The expected output is a verbatim reprint of the lines from the beginning of the data that follows through the line that contains "0 2px,transparent 0".
Input section start
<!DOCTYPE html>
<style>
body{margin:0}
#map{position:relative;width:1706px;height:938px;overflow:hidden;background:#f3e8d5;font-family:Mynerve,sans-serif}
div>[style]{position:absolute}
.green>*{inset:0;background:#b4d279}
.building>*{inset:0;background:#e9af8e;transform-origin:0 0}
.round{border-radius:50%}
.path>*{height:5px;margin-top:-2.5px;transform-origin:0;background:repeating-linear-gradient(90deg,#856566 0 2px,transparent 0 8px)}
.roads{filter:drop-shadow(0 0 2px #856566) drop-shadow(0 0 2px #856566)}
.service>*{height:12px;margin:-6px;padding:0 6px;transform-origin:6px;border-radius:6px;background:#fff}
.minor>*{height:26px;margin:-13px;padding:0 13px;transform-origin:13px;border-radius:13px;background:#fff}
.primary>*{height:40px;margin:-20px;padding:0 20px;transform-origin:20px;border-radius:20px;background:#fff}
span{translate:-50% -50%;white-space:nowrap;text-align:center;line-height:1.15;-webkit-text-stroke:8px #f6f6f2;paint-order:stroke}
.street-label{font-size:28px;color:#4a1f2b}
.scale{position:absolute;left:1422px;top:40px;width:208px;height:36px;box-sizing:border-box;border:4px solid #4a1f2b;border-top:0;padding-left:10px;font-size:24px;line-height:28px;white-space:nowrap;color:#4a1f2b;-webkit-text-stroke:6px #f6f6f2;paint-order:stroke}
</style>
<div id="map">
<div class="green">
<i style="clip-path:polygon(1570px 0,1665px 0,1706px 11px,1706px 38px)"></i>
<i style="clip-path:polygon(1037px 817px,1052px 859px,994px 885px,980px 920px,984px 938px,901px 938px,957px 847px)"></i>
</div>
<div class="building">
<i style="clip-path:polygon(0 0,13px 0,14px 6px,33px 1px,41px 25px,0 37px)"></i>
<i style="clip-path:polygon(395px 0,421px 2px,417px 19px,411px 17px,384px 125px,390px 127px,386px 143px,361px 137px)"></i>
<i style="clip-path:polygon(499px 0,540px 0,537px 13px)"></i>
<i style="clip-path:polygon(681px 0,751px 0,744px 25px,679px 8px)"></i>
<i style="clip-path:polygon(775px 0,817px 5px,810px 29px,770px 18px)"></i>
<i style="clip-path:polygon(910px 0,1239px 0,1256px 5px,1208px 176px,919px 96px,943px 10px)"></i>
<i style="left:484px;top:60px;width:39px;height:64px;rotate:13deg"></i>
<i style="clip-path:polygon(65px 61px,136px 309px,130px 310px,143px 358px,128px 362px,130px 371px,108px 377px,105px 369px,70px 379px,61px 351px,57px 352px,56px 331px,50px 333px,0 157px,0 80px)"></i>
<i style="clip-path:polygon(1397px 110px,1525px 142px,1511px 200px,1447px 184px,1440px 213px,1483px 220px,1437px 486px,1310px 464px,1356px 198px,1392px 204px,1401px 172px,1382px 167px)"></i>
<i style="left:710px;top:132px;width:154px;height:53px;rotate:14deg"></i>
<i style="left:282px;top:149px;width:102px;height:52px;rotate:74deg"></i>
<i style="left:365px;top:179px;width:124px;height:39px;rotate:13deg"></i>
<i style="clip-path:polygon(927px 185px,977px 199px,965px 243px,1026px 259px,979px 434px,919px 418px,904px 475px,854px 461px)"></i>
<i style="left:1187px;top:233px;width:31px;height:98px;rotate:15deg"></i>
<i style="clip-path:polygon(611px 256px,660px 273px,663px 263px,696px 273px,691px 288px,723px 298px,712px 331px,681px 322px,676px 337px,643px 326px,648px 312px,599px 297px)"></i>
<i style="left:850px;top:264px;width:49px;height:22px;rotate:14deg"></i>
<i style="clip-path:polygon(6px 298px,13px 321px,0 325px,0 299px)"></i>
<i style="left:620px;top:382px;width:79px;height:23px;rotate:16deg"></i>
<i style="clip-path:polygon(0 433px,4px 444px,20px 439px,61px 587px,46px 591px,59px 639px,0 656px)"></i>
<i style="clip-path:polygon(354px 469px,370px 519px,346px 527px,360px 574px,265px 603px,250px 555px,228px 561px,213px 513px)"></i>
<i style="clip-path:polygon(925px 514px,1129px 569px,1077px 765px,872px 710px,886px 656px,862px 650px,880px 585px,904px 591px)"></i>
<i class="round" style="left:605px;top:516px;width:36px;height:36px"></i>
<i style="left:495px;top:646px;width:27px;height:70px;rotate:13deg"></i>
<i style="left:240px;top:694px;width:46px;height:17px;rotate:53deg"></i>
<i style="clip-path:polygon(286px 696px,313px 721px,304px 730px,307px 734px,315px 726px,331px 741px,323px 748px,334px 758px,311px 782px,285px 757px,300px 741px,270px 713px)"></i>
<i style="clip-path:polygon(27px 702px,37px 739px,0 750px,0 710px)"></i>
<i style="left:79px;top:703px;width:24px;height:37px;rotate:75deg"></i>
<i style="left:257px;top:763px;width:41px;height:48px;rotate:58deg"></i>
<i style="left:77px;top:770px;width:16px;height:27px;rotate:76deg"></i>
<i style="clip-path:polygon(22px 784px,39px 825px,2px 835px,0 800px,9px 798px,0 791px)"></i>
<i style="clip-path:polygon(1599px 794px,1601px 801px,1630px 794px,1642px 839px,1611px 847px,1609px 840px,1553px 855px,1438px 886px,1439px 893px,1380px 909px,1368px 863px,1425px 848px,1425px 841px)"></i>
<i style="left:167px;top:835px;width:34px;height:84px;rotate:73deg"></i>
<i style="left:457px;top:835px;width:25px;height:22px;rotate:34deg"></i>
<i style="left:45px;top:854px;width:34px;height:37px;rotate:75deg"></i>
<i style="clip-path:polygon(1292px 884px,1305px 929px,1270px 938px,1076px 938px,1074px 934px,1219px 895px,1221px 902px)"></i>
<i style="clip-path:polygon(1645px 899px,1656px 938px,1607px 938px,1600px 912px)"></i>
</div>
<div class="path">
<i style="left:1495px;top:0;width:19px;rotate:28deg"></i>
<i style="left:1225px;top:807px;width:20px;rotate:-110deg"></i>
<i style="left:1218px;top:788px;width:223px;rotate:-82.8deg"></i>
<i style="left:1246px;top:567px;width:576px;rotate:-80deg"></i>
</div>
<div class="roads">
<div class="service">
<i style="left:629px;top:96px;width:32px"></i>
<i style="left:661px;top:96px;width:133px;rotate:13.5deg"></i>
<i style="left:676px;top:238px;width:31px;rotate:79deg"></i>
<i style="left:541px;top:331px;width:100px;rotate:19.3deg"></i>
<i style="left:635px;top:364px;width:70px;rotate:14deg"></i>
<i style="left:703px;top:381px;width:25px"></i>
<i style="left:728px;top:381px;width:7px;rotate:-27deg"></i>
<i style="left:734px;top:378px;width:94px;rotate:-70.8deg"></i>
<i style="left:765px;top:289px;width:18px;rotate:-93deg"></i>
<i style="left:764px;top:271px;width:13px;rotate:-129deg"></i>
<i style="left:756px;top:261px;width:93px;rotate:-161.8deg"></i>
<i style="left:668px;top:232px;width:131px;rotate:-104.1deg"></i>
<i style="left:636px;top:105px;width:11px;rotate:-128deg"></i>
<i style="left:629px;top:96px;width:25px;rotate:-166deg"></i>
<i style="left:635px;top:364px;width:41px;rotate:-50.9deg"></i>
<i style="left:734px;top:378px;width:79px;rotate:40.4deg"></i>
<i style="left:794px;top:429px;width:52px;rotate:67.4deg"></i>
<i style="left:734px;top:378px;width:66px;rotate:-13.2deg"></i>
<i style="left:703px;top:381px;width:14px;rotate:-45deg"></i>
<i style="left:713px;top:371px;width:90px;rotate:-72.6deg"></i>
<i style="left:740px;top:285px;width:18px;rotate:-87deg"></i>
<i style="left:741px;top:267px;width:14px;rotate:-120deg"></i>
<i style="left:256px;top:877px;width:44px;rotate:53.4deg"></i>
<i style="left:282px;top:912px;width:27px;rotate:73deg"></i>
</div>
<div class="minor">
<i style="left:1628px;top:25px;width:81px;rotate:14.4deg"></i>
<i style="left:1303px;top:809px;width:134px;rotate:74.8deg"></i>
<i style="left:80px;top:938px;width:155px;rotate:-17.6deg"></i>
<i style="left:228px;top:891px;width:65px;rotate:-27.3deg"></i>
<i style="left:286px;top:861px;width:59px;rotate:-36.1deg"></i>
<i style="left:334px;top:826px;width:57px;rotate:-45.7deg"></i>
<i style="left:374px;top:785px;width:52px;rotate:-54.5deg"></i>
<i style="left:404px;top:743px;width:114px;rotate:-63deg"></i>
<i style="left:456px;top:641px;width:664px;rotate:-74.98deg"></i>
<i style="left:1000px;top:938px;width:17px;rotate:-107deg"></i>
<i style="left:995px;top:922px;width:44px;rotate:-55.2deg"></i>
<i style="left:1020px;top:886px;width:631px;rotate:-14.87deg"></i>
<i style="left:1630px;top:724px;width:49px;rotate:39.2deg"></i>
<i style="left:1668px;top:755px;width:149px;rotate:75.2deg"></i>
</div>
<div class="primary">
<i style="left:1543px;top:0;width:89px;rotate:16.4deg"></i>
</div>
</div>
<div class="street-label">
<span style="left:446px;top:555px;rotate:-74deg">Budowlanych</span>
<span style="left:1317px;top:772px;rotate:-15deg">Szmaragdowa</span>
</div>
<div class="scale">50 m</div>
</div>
Input section end
Your response —
<!DOCTYPE html>
<style>
body{margin:0}
#map{position:relative;width:1706px;height:938px;overflow:hidden;background:#f3e8d5;font-family:Mynerve,sans-serif}
div>[style]{position:absolute}
.green>*{inset:0;background:#b4d279}
.building>*{inset:0;background:#e9af8e;transform-origin:0 0}
.round{border-radius:50%}
.path>*{height:5px;margin-top:-2.5px;transform-origin:0;background:repeating-linear-gradient(90deg,#856566 0 2px,transparent 0 8px)}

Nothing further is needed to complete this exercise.